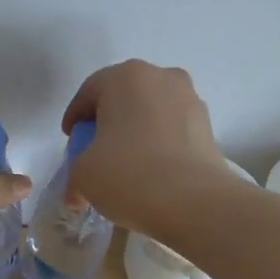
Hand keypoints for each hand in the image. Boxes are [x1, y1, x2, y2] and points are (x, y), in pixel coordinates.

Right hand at [61, 61, 231, 226]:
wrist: (193, 201)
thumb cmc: (127, 174)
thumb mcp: (83, 175)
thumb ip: (76, 174)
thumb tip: (77, 194)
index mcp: (125, 77)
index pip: (89, 91)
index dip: (75, 118)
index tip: (71, 141)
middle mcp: (161, 77)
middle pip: (124, 97)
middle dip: (108, 121)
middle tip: (96, 150)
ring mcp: (190, 100)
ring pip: (152, 112)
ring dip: (137, 131)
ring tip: (127, 164)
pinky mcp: (208, 126)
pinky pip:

WHAT THIS TASK INVOLVES:
Exactly reproduce the lines of the data above that run from the line containing "thumb mcp: (83, 175)" through the final one.

RESPONSE AREA:
thumb mcp: (83, 175)
thumb ip: (76, 174)
thumb tip: (77, 194)
index mcp: (125, 77)
index pip: (89, 91)
index dip: (75, 118)
index tip: (71, 141)
middle mcp: (161, 77)
middle pip: (124, 97)
middle dip: (108, 121)
middle tip: (96, 150)
ring mcp: (190, 100)
ring pip: (152, 112)
ring dip: (137, 131)
ring tip: (127, 164)
pinky mcp: (208, 126)
pinky pip:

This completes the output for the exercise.